De afgelopen weken zorgde de beslissing van de Amerikaanse Food and Drug Administration (FDA) om de experimentele immuuntherapie RP1 niet goed te keuren voor gevorderd melanoom voor veel ophef. De FDA stuurde een zogeheten ‘complete response letter’, waarin de goedkeuring werd geweigerd op basis van onvoldoende bewijs voor effectiviteit en zorgen over de opzet van de klinische proef.
Oncologen en onderzoekers reageren verontwaardigd. Zij wijzen erop dat de FDA veelbelovende resultaten uit de proef negeerde en normen hanteerde die mogelijk niet van toepassing zijn op patiënten die al alle standaardbehandelingen hebben uitgeprobeerd. Voor deze groep kan een experimentele therapie het verschil maken tussen hoop en geen enkele optie meer. Maar waarom wordt deze hoop hen onthouden?
Deze zaak roept een prangende vraag op: wat is er gebeurd met het ‘Right to Try’-beleid, dat tijdens de eerste termijn van president Trump werd ingevoerd? Dit beleid was juist bedoeld voor precies deze situatie. Toch blijkt dat het ‘recht’ om experimentele behandelingen te proberen in de praktijk vaak meer op papier bestaat dan in werkelijkheid.
Het federale Right to Try Act werd in 2018 aangenomen met een eenvoudige boodschap: terminaal zieke patiënten met beperkte behandelopties moeten toegang krijgen tot nog niet goedgekeurde therapieën, zonder jaren te hoeven wachten op een definitieve FDA-goedkeuring. Het doel was om bureaucratische obstakels weg te nemen en meer flexibiliteit te bieden aan patiënten, artsen en farmaceutische bedrijven.
Critici waarschuwden destijds dat de wet minder zou opleveren dan beloofd. Zij stelden dat de echte drempels niet alleen bij de FDA lagen, maar ook bij de terughoudendheid van fabrikanten, de eisen van ethische toetsingscommissies en aansprakelijkheidsrisico’s. En in dat opzicht hadden ze gelijk.
De beloftes waren groot. Toen president Donald Trump in 2018 de wet ondertekende, omringd door patiënten, sprak hij over een ‘fundamentele vrijheid’ die stervende patiënten hoop zou geven. Acht jaar later blijkt de praktijk veel minder rooskleurig. Volgens de FDA zijn er tussen 2018 en 2022 slechts twaalf geneesmiddelen via dit traject verstrekt. Sindsdien zijn het er jaarlijks hooguit een paar meer. Het was niet zozeer een nieuwe route naar behandeling, maar eerder een toestemmingsbrief die zelden tot daadwerkelijke toegang leidt.
De kloof tussen belofte en realiteit werd al snel duidelijk.
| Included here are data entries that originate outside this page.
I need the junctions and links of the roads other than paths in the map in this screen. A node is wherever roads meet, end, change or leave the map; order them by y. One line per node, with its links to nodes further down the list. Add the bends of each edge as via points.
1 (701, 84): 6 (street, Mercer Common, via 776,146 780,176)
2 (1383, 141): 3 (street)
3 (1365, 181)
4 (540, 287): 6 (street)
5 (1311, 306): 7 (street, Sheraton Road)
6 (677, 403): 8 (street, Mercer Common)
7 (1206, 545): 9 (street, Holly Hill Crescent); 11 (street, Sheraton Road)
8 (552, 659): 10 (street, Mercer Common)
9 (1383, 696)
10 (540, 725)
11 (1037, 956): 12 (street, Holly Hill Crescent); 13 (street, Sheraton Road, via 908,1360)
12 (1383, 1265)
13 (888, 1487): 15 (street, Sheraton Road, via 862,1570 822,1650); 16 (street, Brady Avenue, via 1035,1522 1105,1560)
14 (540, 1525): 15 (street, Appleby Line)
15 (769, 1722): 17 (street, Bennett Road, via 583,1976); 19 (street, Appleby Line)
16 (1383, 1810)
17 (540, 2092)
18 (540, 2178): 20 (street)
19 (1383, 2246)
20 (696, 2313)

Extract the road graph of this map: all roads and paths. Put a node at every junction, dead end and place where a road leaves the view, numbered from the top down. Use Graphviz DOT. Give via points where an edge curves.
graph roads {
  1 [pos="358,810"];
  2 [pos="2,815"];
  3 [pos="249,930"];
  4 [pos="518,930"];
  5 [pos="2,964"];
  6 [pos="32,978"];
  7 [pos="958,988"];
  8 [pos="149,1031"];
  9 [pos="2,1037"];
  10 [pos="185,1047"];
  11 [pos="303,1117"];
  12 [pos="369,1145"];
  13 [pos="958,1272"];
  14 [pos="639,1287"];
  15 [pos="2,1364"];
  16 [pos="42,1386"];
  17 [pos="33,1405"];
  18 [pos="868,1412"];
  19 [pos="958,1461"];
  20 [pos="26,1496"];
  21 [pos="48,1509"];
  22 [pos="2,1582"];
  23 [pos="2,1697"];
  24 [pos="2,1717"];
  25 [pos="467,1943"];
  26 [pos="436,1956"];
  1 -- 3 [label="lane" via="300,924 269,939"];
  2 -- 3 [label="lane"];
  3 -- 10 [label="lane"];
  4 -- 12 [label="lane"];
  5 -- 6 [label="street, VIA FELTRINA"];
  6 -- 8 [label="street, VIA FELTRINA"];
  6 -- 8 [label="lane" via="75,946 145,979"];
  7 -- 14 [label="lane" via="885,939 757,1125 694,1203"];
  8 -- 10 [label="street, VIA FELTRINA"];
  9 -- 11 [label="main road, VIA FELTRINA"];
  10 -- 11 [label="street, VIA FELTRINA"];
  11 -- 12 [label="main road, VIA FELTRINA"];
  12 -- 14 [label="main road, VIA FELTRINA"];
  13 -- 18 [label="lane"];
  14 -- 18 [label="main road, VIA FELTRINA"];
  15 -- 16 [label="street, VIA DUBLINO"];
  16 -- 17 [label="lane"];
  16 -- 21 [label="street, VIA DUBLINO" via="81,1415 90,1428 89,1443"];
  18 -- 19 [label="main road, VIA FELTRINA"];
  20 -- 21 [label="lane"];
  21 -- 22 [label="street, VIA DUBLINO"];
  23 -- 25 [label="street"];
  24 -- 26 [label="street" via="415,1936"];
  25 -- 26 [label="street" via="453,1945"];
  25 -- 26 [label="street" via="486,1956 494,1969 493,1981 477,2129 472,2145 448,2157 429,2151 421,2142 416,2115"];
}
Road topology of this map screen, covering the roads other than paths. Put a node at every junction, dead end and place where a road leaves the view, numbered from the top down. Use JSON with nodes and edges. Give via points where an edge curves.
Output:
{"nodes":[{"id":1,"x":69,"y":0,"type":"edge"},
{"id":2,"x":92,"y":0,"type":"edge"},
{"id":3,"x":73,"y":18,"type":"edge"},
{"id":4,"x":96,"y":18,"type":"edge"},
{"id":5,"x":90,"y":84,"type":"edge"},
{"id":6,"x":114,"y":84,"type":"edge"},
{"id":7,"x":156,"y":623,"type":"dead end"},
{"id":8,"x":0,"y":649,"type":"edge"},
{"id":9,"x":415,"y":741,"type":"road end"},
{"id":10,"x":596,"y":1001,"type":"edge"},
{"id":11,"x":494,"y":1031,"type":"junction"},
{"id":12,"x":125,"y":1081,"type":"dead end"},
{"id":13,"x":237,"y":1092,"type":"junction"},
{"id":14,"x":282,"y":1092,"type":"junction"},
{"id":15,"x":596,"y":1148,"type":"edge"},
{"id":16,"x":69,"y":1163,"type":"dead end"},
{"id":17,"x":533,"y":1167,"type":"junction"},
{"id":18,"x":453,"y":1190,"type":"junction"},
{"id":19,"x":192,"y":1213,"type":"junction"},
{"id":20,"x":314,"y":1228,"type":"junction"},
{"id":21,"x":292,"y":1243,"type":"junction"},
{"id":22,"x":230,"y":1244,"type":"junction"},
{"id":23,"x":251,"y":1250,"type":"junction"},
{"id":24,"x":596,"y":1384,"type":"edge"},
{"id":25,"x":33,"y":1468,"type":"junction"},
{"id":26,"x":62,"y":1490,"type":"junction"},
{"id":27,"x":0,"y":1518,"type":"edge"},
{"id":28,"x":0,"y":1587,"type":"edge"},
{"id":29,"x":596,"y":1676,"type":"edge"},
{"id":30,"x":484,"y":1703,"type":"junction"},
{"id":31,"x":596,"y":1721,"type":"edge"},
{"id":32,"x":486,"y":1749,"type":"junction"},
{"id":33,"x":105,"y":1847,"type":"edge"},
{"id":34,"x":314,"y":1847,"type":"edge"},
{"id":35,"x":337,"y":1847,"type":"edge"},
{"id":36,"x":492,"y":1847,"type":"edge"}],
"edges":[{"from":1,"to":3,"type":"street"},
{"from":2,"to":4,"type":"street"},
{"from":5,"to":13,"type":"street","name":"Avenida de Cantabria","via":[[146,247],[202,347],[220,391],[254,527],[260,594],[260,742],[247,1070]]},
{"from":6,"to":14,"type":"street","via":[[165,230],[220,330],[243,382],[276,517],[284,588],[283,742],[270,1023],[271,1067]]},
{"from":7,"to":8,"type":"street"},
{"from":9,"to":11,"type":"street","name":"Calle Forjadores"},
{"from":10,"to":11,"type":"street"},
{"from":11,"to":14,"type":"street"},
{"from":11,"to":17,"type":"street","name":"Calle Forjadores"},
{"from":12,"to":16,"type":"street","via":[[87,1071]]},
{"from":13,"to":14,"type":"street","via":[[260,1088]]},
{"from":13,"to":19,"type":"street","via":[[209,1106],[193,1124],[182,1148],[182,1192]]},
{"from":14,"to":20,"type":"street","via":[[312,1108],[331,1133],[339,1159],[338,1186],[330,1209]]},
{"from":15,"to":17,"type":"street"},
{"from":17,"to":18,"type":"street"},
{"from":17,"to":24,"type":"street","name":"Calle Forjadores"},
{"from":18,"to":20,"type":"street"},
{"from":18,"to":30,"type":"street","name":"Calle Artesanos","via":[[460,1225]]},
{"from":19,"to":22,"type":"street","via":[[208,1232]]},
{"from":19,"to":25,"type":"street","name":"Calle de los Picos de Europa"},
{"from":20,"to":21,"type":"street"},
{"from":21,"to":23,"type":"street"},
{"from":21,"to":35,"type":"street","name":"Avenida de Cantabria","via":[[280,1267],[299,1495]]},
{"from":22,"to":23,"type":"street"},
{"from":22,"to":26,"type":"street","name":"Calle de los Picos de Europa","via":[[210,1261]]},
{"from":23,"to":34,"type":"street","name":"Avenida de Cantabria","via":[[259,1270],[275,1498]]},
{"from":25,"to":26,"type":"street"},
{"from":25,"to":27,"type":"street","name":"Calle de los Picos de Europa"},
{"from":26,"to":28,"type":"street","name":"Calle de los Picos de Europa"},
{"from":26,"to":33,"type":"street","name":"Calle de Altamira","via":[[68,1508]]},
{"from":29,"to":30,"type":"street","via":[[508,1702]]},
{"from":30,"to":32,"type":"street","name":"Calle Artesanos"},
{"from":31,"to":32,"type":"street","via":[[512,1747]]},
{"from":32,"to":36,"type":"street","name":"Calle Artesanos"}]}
In 2019 berichtte STAT News over een ALS-patiënt wiens naam in de wet voorkwam, maar die desondanks geen toegang kreeg tot een experimentele behandeling omdat farmaceutische bedrijven weigerden deze te verstrekken. Dit was geen incident. De wet verplicht fabrikanten, artsen of ziekenhuizen niet om deel te nemen. In de praktijk stopt het ‘recht’ om te proberen waar de bereidheid van anderen begint.
De wet dwingt farmaceutische bedrijven niet om experimentele middelen beschikbaar te stellen – en dat hoort ook niet. Bedrijven weigeren vaak vanwege de hoge kosten, aansprakelijkheidsrisico’s en de vrees dat negatieve uitkomsten hun goedkeuringsproces kunnen vertragen. Ook artsen en ziekenhuizen staan onder druk, zowel professioneel als institutioneel, en moeten zelf kunnen beslissen of ze meewerken of niet. Bovendien heeft de FDA nog steeds de uiteindelijke zeggenschap over goedkeuringen, waardoor bedrijven sterke incentives hebben om risico’s te vermijden.
De zaak rond RP1 illustreert deze kloof. Patiënten met gevorderd melanoom – velen van hen hebben alle standaardbehandelingen al geprobeerd – zijn vaak bereid om onzekerheid te accepteren in ruil voor een kans op verbetering. Maar het huidige systeem vraagt niet primair wat de risico’s zijn die patiënten bereid zijn te nemen. In plaats daarvan wordt de toegang tot experimentele behandelingen bepaald door een complex web van bureaucratie, commerciële belangen en juridische overwegingen. Het ‘Right to Try’-beleid had hoop moeten bieden, maar voor veel patiënten blijft het een lege belofte.